Over 200 women are killed in the name of “honour” every year in India. In 2006, a Supreme Court judgement called such incidences "barbaric”. Ironically, no separate law exists to punish those found guilty of such murders, and prosecutions are usually among various sections of the Indian Penal Code for homicide and culpable homicide not amounting to murder.

For so many women, it is difficult to imagine that their own family members could want to kill them. Most don’t see it coming. But even if they do, is the system on their side? Ayhnur had reported the threats she received from her brothers to the police. No one intervened, no action was taken. Ayhnur was killed in 2005. Almost 15 years later, the same story would repeat because nothing has changed. Would Ayhnur have escaped to a far-off land and cut all ties with her family if she had known they were capable of killing her? Maybe we’re too emotional where family is concerned. We forget that the so called ‘family honour’ is bigger than women’s lives.

Ayhnur’s story weighed so heavy on me and I was pleasantly surprised by my next watch, an Indian movie called “Aise Hee” which was also about a woman’s self-determination, but had a positive outcome in the end. Aise Hee is also the winner of this year’s Film Critics Guild Award and is a must watch. There are so many amazing moments this movie where the audience couldn’t help but burst into loud applause and cheers. One of these moments comes when the leading woman, a Hindu widow, saves a Muslim tailor she has befriended from a potentially dangerous group of Gaurakshaks. The way she uses her position and privilege to protect her Muslim friend is genius and hilarious at the same time.

As an elderly widow, she’s expected to behave in a certain way- wear ‘sober’ clothes, go to Yoga, visit temples, and also empty out her portion of the house so that her son can lease it out for rent. Through the course of the movie, she defies each and every one of these expectations. She takes midnight walks at the riverbank, goes to a mall alone to eat ice-cream, refuses to hand over her husband’s pension to her son, gets a beauty treatment, and allows herself to breathe freely. Obviously this aggravates not just her family but the entire neighbourhood.How dare an upper caste Hindu woman spend her days with a Muslim man learning embroidery?How dare a ‘husband-less’ woman nearing her 70s enjoy her life?

She refuses to be manipulated by anyone and does what she pleases. Ultimately, she quietly leaves the judgemental people in her life behind. The wonderfully sensitive portrayal of the lead by actor Mohini Sharma has won her the Special Jury Mention for Best Female Actor at MAMI 2019.

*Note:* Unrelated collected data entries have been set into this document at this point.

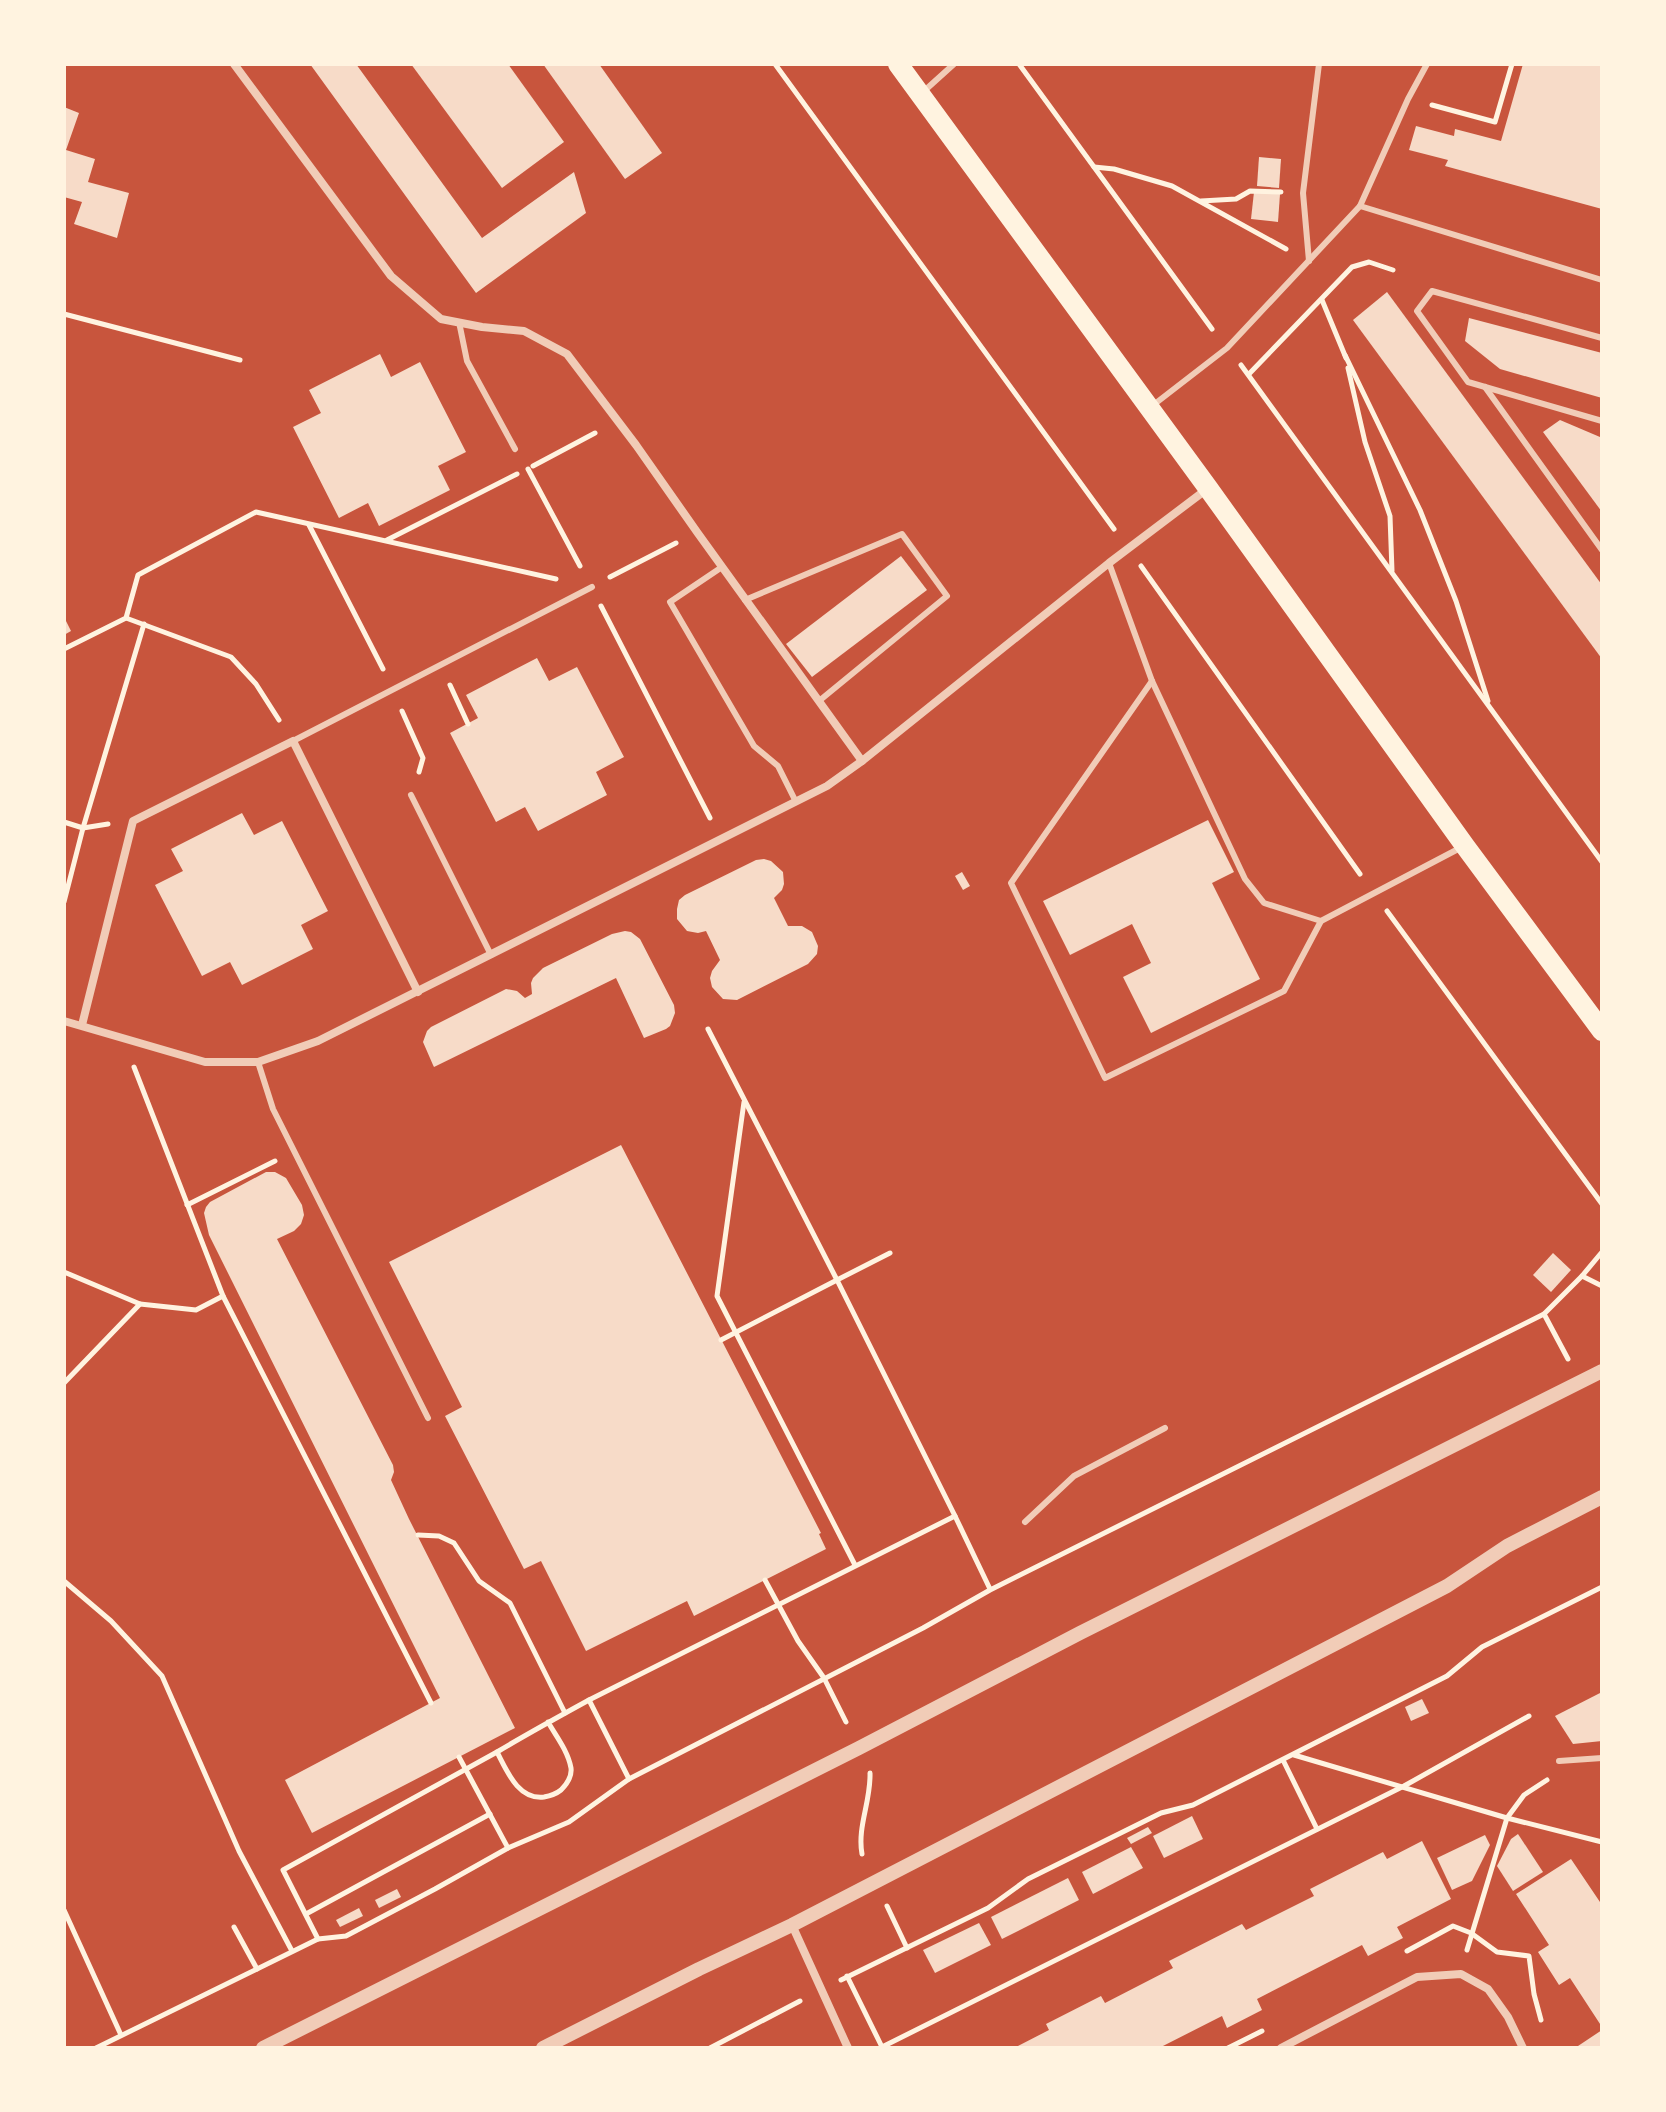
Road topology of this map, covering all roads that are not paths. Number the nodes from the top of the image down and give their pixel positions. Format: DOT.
graph roads {
  1 [pos="234,64"];
  2 [pos="898,64"];
  3 [pos="954,64"];
  4 [pos="1319,64"];
  5 [pos="1427,64"];
  6 [pos="920,95"];
  7 [pos="1360,206"];
  8 [pos="1309,261"];
  9 [pos="1602,280"];
  10 [pos="459,322"];
  11 [pos="1602,338"];
  12 [pos="1484,386"];
  13 [pos="1149,408"];
  14 [pos="1602,421"];
  15 [pos="515,449"];
  16 [pos="1208,488"];
  17 [pos="1602,550"];
  18 [pos="1109,563"];
  19 [pos="722,567"];
  20 [pos="592,587"];
  21 [pos="745,600"];
  22 [pos="1152,681"];
  23 [pos="819,701"];
  24 [pos="293,741"];
  25 [pos="862,761"];
  26 [pos="411,795"];
  27 [pos="796,802"];
  28 [pos="1465,846"];
  29 [pos="1321,921"];
  30 [pos="491,955"];
  31 [pos="418,992"];
  32 [pos="64,1021"];
  33 [pos="82,1025"];
  34 [pos="1602,1031"];
  35 [pos="258,1062"];
  36 [pos="1602,1371"];
  37 [pos="428,1418"];
  38 [pos="1165,1428"];
  39 [pos="1602,1497"];
  40 [pos="1025,1522"];
  41 [pos="1602,1758"];
  42 [pos="1559,1761"];
  43 [pos="792,1925"];
  44 [pos="263,2048"];
  45 [pos="543,2048"];
  46 [pos="848,2048"];
  47 [pos="1281,2048"];
  48 [pos="1523,2048"];
  1 -- 10 [label="street"];
  2 -- 6 [label="main road"];
  3 -- 6 [label="lane"];
  4 -- 8 [label="lane"];
  5 -- 7 [label="lane"];
  6 -- 13 [label="main road"];
  7 -- 8 [label="lane"];
  7 -- 9 [label="lane"];
  8 -- 13 [label="lane"];
  10 -- 15 [label="lane"];
  10 -- 19 [label="street"];
  11 -- 12 [label="lane"];
  12 -- 14 [label="lane"];
  12 -- 17 [label="lane"];
  13 -- 16 [label="main road"];
  16 -- 18 [label="street"];
  16 -- 28 [label="main road"];
  18 -- 22 [label="lane"];
  18 -- 25 [label="street"];
  19 -- 21 [label="street"];
  19 -- 27 [label="lane"];
  20 -- 24 [label="lane"];
  21 -- 23 [label="street"];
  21 -- 23 [label="lane"];
  22 -- 29 [label="lane"];
  22 -- 29 [label="lane"];
  23 -- 25 [label="street"];
  24 -- 31 [label="street"];
  24 -- 33 [label="street"];
  25 -- 27 [label="street"];
  26 -- 30 [label="lane"];
  27 -- 30 [label="street"];
  28 -- 29 [label="lane"];
  28 -- 34 [label="main road"];
  30 -- 31 [label="street"];
  31 -- 35 [label="street"];
  32 -- 33 [label="street"];
  33 -- 35 [label="street"];
  35 -- 37 [label="lane"];
  36 -- 44 [label="street"];
  38 -- 40 [label="lane"];
  39 -- 43 [label="street"];
  41 -- 42 [label="lane"];
  43 -- 45 [label="street"];
  43 -- 46 [label="street"];
  47 -- 48 [label="street"];
}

The two movies “A Regular Woman” and “Aise Hee” stand in contrast with respect to what happens to the woman defying societal and religious norms, yet they have so much in common. It makes one wonder why society is so concerned with what women do in their lives. It runs deeper than ‘family honour’; moral policing extends to any and all women. Random men feel the need to comment on women’s clothing, as witnessed in the case of the Bengaluru man who stopped a woman on the road to yell at her for wearing shorts because they do not conform to ‘Indian rules’.Social media is overflowing with strange men commenting on women’s characters and issuing rape threats to women for simply existing. The misogyny has been passed down for generations to uphold patriarchy and ‘social order’.

So what happens when women manage shake up the foundations of systematic subjugation with small acts of freedom? They add up and amplify, they inspire and validate, they build something new, something better. The question is, will you build with them?